#### Task:
Here is a listing. Reproduce it exactly.
====================
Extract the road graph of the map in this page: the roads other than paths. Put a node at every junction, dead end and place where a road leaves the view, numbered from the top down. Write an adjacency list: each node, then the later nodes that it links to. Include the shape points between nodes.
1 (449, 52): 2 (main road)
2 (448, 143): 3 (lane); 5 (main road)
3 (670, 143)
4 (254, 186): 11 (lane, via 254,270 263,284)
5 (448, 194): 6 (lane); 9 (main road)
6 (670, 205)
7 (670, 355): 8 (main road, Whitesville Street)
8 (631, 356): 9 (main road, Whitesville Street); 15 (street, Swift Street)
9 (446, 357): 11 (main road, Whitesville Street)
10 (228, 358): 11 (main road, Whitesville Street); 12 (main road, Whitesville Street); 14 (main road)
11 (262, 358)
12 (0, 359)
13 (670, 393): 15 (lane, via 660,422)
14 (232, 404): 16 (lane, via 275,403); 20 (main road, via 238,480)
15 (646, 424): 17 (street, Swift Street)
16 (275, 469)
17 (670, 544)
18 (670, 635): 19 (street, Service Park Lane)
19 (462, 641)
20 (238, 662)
====================
#### Problem solution:
Extract the road graph of the map in this page: the roads other than paths. Put a node at every junction, dead end and place where a road leaves the view, numbered from the top down. Write an adjacency list: each node, then the later nodes that it links to. Include the shape points between nodes.
1 (449, 52): 2 (main road)
2 (448, 143): 3 (lane); 5 (main road)
3 (670, 143)
4 (254, 186): 11 (lane, via 254,270 263,284)
5 (448, 194): 6 (lane); 9 (main road)
6 (670, 205)
7 (670, 355): 8 (main road, Whitesville Street)
8 (631, 356): 9 (main road, Whitesville Street); 15 (street, Swift Street)
9 (446, 357): 11 (main road, Whitesville Street)
10 (228, 358): 11 (main road, Whitesville Street); 12 (main road, Whitesville Street); 14 (main road)
11 (262, 358)
12 (0, 359)
13 (670, 393): 15 (lane, via 660,422)
14 (232, 404): 16 (lane, via 275,403); 20 (main road, via 238,480)
15 (646, 424): 17 (street, Swift Street)
16 (275, 469)
17 (670, 544)
18 (670, 635): 19 (street, Service Park Lane)
19 (462, 641)
20 (238, 662)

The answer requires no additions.